I’ve been with my boyfriend for almost two years. He’s 28 and I’m 24. He’s already graduated and very self-sufficient; he was raised with the idea that “if you’re not moving forward, you’re wasting your day,” and that he should do everything on his own. I, on the other hand, grew up with less emphasis on discipline and more importance placed on ethical values and emotional sensitivity. So we often differ in how we approach daily life.
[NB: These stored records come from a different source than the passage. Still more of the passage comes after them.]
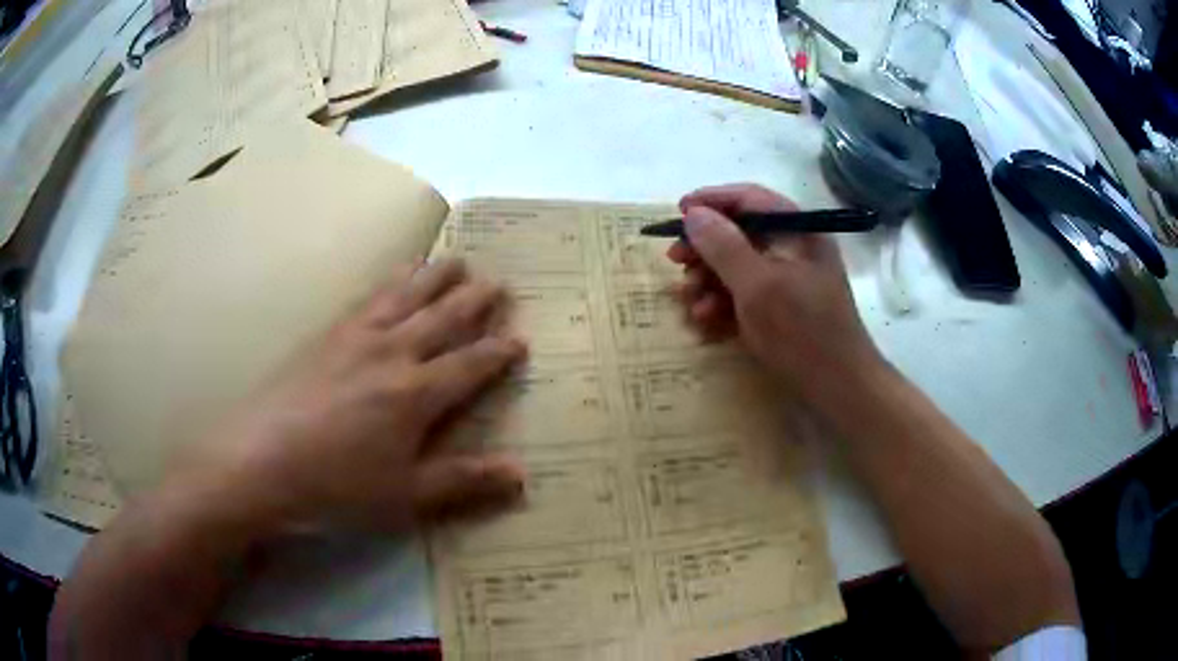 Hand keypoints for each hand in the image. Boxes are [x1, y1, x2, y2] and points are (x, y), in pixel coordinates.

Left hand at [172, 259, 527, 535]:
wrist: (259, 460)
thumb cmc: (336, 486)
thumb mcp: (406, 496)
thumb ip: (463, 481)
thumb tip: (521, 475)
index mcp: (416, 394)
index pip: (469, 365)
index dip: (498, 352)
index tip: (520, 338)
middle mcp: (392, 353)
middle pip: (442, 318)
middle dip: (474, 300)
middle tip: (499, 280)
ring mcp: (355, 338)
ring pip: (405, 296)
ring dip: (434, 277)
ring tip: (455, 258)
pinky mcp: (325, 334)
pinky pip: (367, 297)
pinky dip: (389, 281)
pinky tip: (391, 278)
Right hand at [669, 184, 882, 404]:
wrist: (839, 388)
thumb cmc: (802, 331)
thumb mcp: (758, 286)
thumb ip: (724, 246)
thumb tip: (694, 214)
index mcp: (798, 231)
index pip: (750, 199)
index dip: (711, 201)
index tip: (678, 213)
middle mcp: (794, 248)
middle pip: (740, 233)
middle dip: (705, 249)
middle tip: (675, 262)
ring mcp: (789, 280)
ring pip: (738, 266)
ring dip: (709, 281)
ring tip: (691, 303)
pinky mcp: (783, 307)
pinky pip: (746, 294)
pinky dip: (724, 303)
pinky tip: (706, 322) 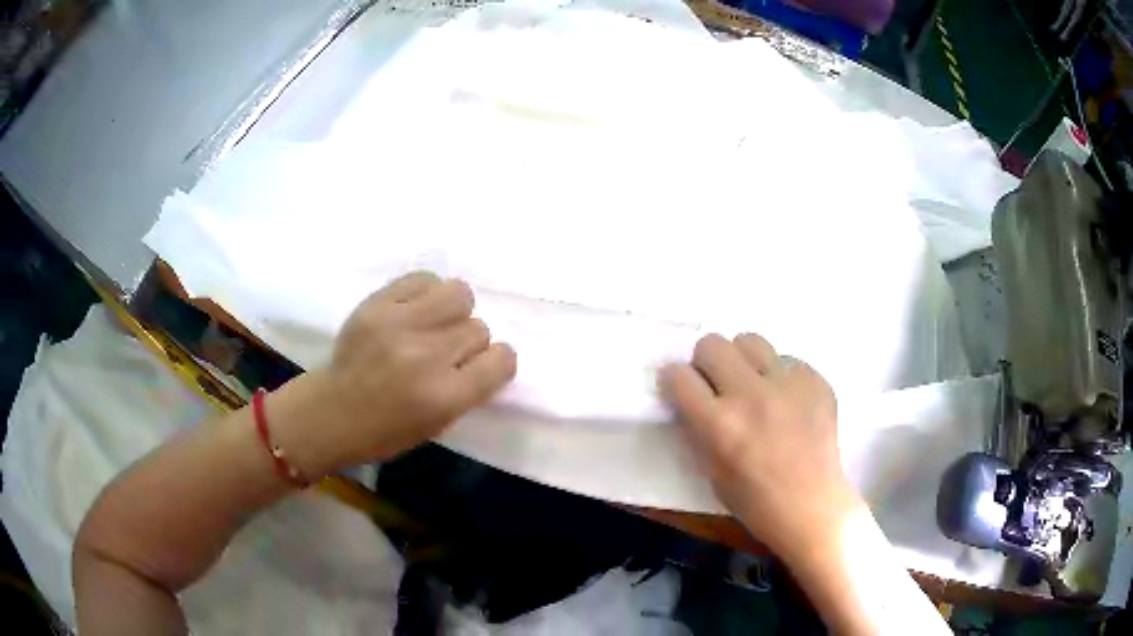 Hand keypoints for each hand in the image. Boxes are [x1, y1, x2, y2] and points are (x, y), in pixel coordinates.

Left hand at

We’ve always been very physically affectionate, and that’s something I deeply need in a relationship. I didn’t grow up being very affectionate, so having that with him was something I valued and didn’t want to compromise. But lately, I feel like he’s less affectionate: he doesn’t hug me out of nowhere, he goes to sleep before giving me a kiss, he doesn’t give random compliments like he used to. I need that closeness, and I know it doesn’t come naturally to him.
There are also small things that I have tried to accept. For example, when I get home tired from work on the weekend (I work weekends and he doesn’t), I sometimes hope to be cared for a bit, to feel welcomed, even in small ways. I think that’s something many of us want. But since he was raised with “do it yourself” and “I’m not responsible for anyone else,” he lacks that more nurturing, attentive side.
It’s not about money, but I earn much less than he does, and I often struggle to keep up with the plans he likes to make. Sometimes I end up spending money I don’t really have instead of telling him I can’t afford it. And now that I’m dealing with a sprained ankle and wearing a boot, I still don’t feel much extra support or care from him. For example, today we woke up, he cut some fruit, made mate, and then started playing PlayStation, and I found myself feeling like maybe I should just go home. If I ask him, “Do you want me to stay?” he tells me it’s up to me. I know part of this comes from my insecurity, especially now that I feel less affection from him, and that makes me question myself even more.
I love him. When he is affectionate, it’s incredibly meaningful, and we have a very unique connection. But these things do weigh on me, and I’m trying to understand whether I’m overreacting because of my insecurities, or whether I genuinely need something in a relationship that he may not be able to give.